Non sempre si può essere se stessi, spesso occorre mettersi qualche filtro, per poter convivere in pace con gli altri. E' normale... Ma è importante conoscere noi stessi, per poter scegliere quando accettare il compromesso e quando no, quando accontentarci della facciata e quando andare oltre... prima che fingere così spesso ci porti a dimenticarci chi siamo e non capire nemmeno più cosa ci piace e cosa no.

giovedì 17 novembre 2011

Apprendo che in Sardegna sta nascendo un corso di Laurea in... felicità.
Cosa ne pensate?
A mio parere è interessante... e forse è un chiaro segno dei tempi. C'è bisogno di ripartire dall'essenziale.

5 semplici regole per stare bene

Sono regole così semplici che ci sembrano banali e inutili e non le seguiamo.
Vero? Quanti di noi si ricordano ad esempio di:

  1. Respirare lentamente. Far scendere l'aria bene nella pancia. Tenerla lì un momento, e poi espirare, di nuovo lentamente. Provateci, in questo momento. Non vi sentite subito meglio?
  2. Dormire abbastanza. Certe volte la sera siamo così stanchi che andremmo a dormire prestissimo. Poi però, anche quando finiamo le cose che dobbiamo fare per forza, ci sentiamo frustrati... abbiamo lavorato tutto il giorno... e così ci costringiamo a restare davanti all'ennesimo banale programma TV fino a tardi. Proviamo a dire di no, per una sera. Andiamo a dormire presto, quando ce ne viene voglia. Ci sveglieremo più riposati e di umore migliore.
  3. Fare cose che ci piacciono durante la giornata. Cerchiamo di non complicarci troppo la vita. Cerchiamo di trovare cose che ci piace fare e cerchiamo di arricchire le nostre giornate con quelle cose. Così, andando a dormire, ci sentiremo più soddisfatti.
  4. Mangiare bene. Non significa andare nei ristoranti più costosi... ma prepararci con amore cose genuine. Non accontentiamoci di un surgelato precotto... Ci meritiamo qualcosa di meglio! Pochi condimenti, verdure di stagione, cereali, legumi.
  5. Muoversi! A volte si diventa pigri perché non si riesce a trovare il movimento giusto per noi. Provate molte cose, finché non trovate quella giusta. Ballare, camminare, fare yoga, correre, oppure andare in palestra, fare acqua gym o chissà.
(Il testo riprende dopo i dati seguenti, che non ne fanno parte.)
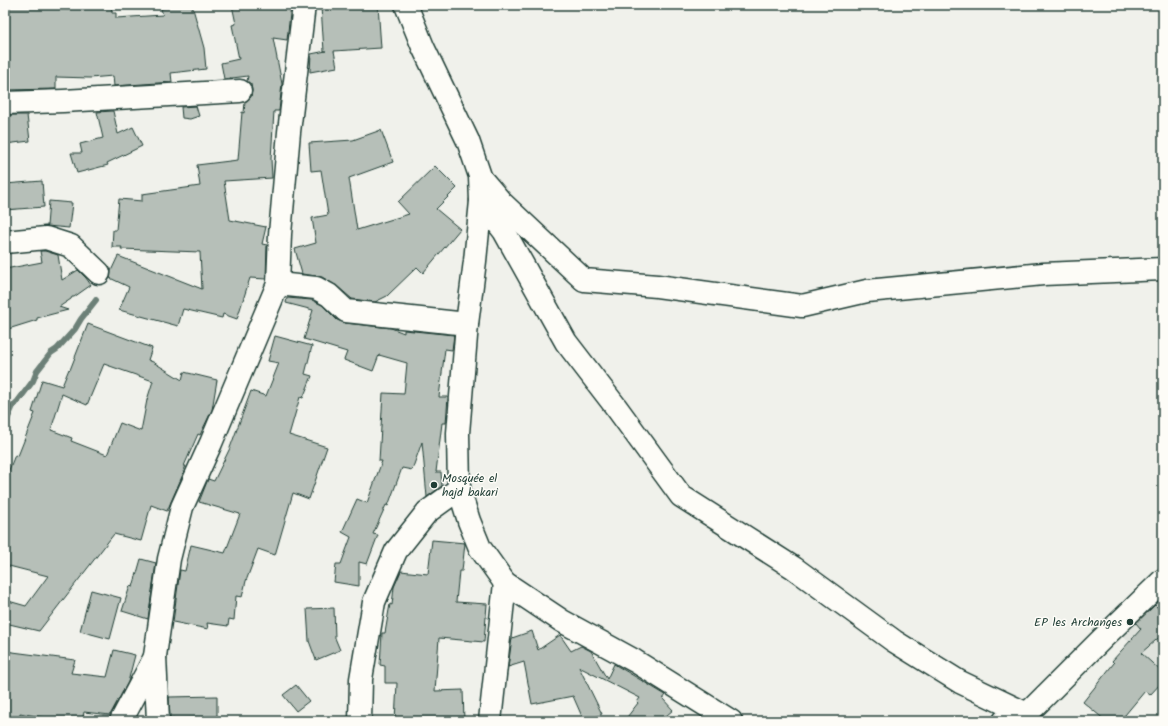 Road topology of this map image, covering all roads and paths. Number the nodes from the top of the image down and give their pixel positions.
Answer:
1 (304, 5) edge
2 (406, 5) edge
3 (240, 91) dead end
4 (5, 103) edge
5 (480, 176) junction
6 (480, 201) junction
7 (5, 242) edge
8 (1163, 269) edge
9 (99, 273) dead end
10 (278, 284) junction
11 (467, 324) junction
12 (460, 489) junction
13 (1163, 580) edge
14 (505, 583) junction
15 (155, 656) junction
16 (1026, 714) junction
17 (121, 721) edge
18 (158, 721) edge
19 (360, 721) edge
20 (490, 721) edge
21 (731, 721) edge
22 (1004, 721) edge

1 - 10 street
2 - 5 street
3 - 4 street
5 - 6 street
5 - 8 street
6 - 11 street
6 - 16 street
7 - 9 street
10 - 11 street
10 - 15 street
11 - 12 street
12 - 14 street
12 - 19 street
13 - 16 street
14 - 20 street
14 - 21 street
15 - 17 street
15 - 18 street
16 - 22 street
Muoversi non solo fa bene, ma ci rende anche più felici.

Yoga, respiro e benessere

La mia prima lezione di Yoga per me fu una sorpresa.
Non tanto per la sensazione di accoglienza data dal gruppo, non solo per la scoperta di essere ancora abbastanza flessibile e non del tutto "incriccata" dopo un anno di inattività, quanto per una cosa apparentemente banalissima.
Basta cambiare il ritmo del respiro per stare meglio.

Sembra assurdo, e infatti nella vita quotidiana non lo si fa mai.
Succede qualcosa che ci agita, ci coglie impreparati, e invece di fermarci un attimo e centrarci, ci agitiamo ancora di più. Ci sembra che non si possa fare altro che buttarci a capofitto nella cosa che ci turba, non rendendoci conto che così perdiamo la calma e la lucidità necessarie ad affrontare il problema.
Invece, seduta a gambe incrociate, tappando prima una narice e poi l'altra, respirando a fondo, ho sentito che la prima cosa da fare in ogni situazione è non dimenticarsi di respirare.
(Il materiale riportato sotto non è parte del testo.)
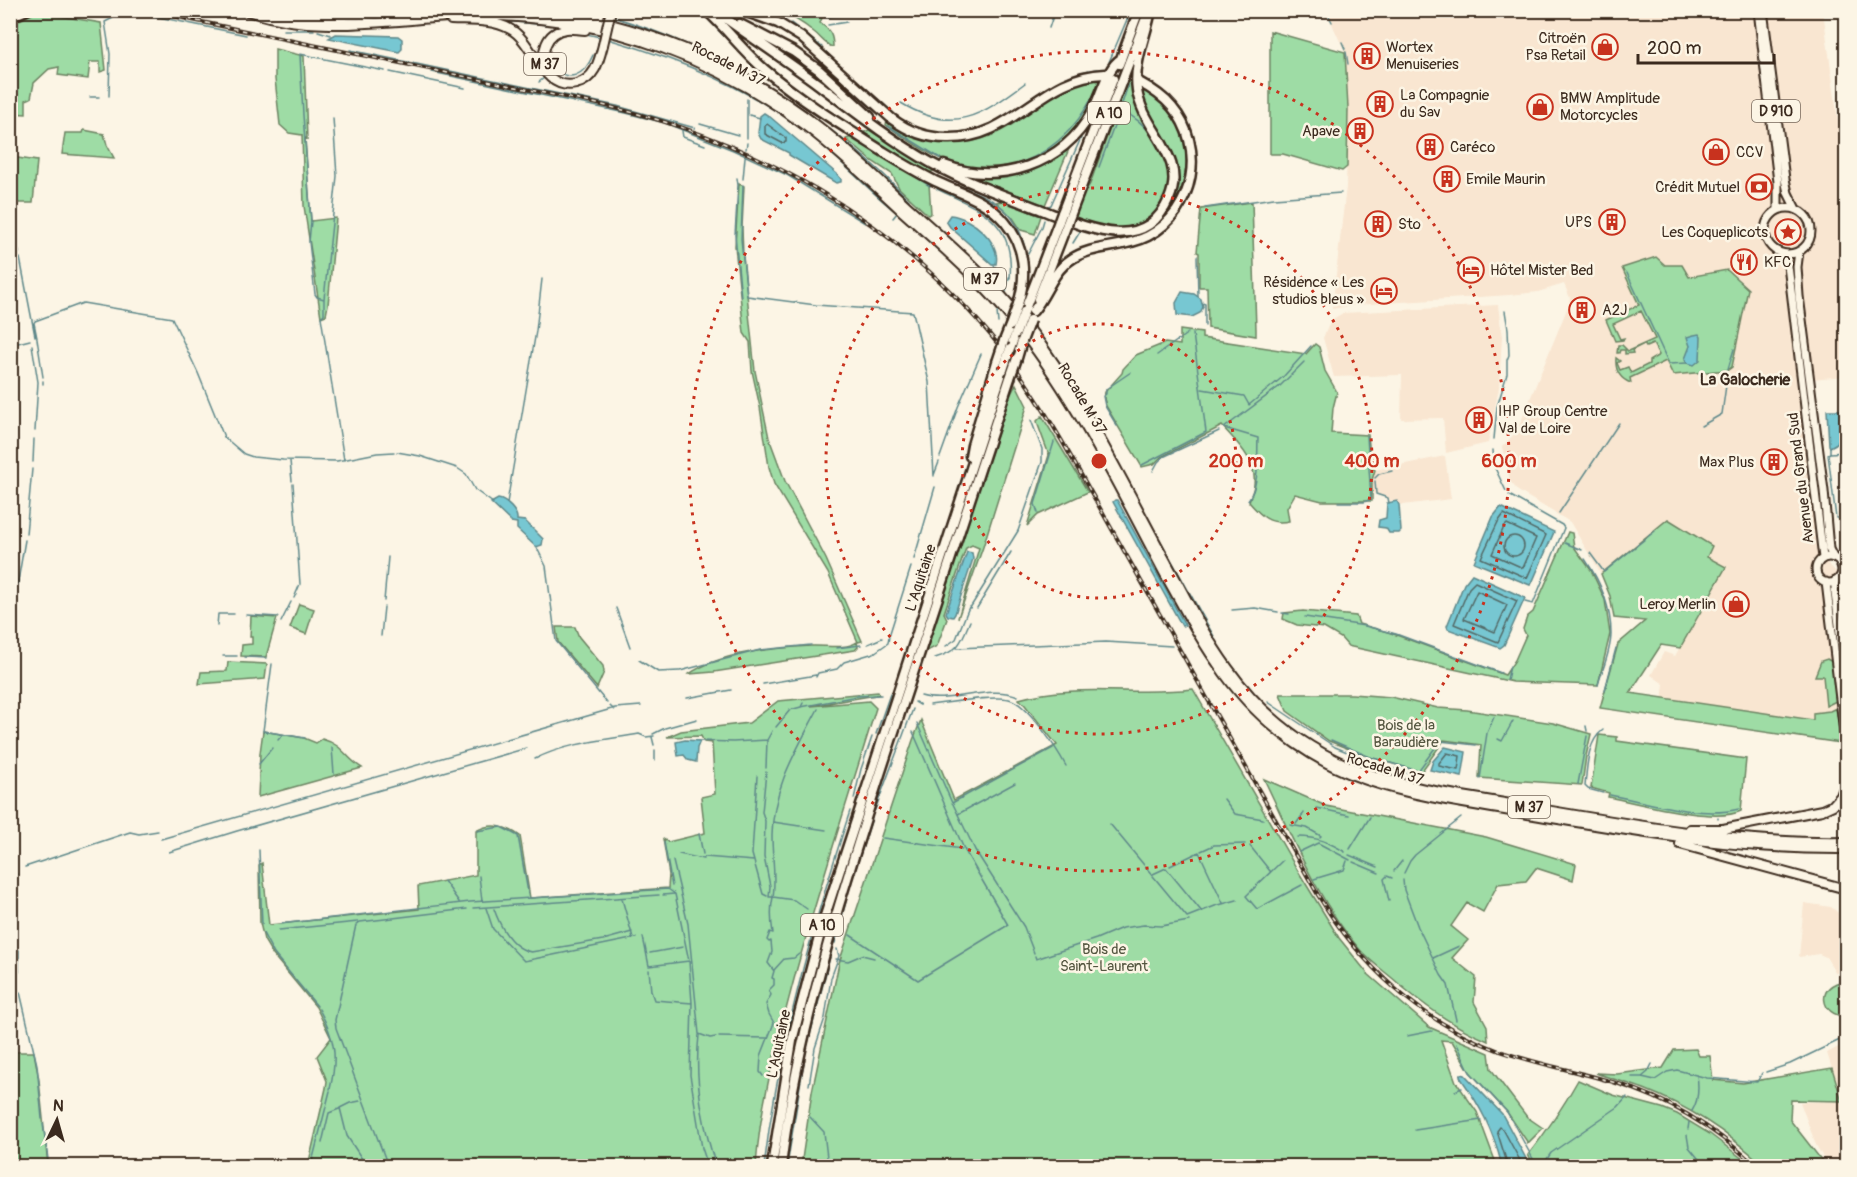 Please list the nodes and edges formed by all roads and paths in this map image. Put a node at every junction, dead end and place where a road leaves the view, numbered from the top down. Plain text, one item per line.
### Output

Per approfondire, leggi qui: http://www.cure-naturali.it/tecniche-yoga/972/respirazione-yoga/1802/a

mercoledì 16 novembre 2011

La compassione attiva il sistema immunitario

Questo bellissimo discorso di Joan Halifax non è solo fonte di ispirazione e stimolo, ma sostiene un concetto fondamentale: l'empatia e la compassione fanno davvero bene alla mente e al corpo.
"La compassione attiva il sistema immunitario", dice Joan.
Credo che questa sia una verità fondamentale, e che allenarsi alla compassione faccia bene non solo agli altri, ma a noi stessi.

A un passo dalla felicità

L'altro giorno ero in libreria e, come sempre, anziché andare diretta a prendere quello che stavo cercando, ho girovagato qua e là finché... un libro non mi ha chiamato.
Ho tentennato, non mi decidevo, alla fine l'ho comprato. E mi è piaciuto molto!
L'ho divorato, ma lo rileggerò con calma.
E' un libro che parla della felicità, di come cercarla, o meglio, di come evitare di affannarsi a cercarla bensì creare le condizioni perché ci nasca dentro. E' un libro che parla di come siamo fatti, noi esseri umani, con i nostri mille difetti, insoddisfazioni e insicurezze. Mi ha confortata, divertita, leggerlo mi ha fatto sentire come dopo una lunga chiacchierata con un'amica.
Un'amica molto saggia.

Per chi può essere interessato, linko qui un articolo della stessa autrice sull'ossessione di non piacersi.

Cosa ci rende felici?

Se come me amate i discorsi appassionati, vibranti e coinvolgenti, soprattutto se sono tenuti da persone competenti, fatevi un giro qui.
Troverete una serie di riflessioni intelligenti su cosa ci rende felici, sulla bellezza, la gioia e tutto ciò che ci rende esseri umani.
(Potete selezionare i sottotitoli in italiano!)

venerdì 28 ottobre 2011

Torno qui

Torno qui perché è come una stanzetta dove chiudermi a riflettere. Quando tutto il resto crea baraonda, mi rifugio qui dentro e lascio il caos indistinto alle mie spalle. Ho un bisogno pazzesco di riprendermi me stessa, ultimamente. E' come se avessi buttato il mio baricentro fuori di me e l'avessi perduto.
Ho cambiato tante cose tutte insieme e ho creduto di dover cambiare me stessa. Invece devo prendere un metaforico microfono e provare ad amplificare la mia vera voce, rimasta sommersa. O forse basterà venire qui e chiudere fuori il rumore.
E' bello, finalmente, riuscire a ritrovarmi. Dietro le cose fatte e non fatte, gli errori, i tentativi, le speranze, ci sono ancora io. Qualsiasi cosa faccio da qualche parte resto, e mi riprendo al volo prima di perdermi.
E così mi darò spazio e tempo, creerò dei buchi spaziotemporali dove stare a galleggiare senza fretta, ascolterò la pancia e seguirò i suoi consigli, perché anche se bisogna fare i conti con la realtà non c'è scritto da nessuna parte che i sogni non si realizzeranno. Mi prenderò cura di me e farò quello che mi serve per essere felice. Bon.

domenica 16 ottobre 2011

Proverbio cinese

Le verità che meno amiamo udire
sono sovente quelle che
abbiamo maggiormente bisogno di conoscere.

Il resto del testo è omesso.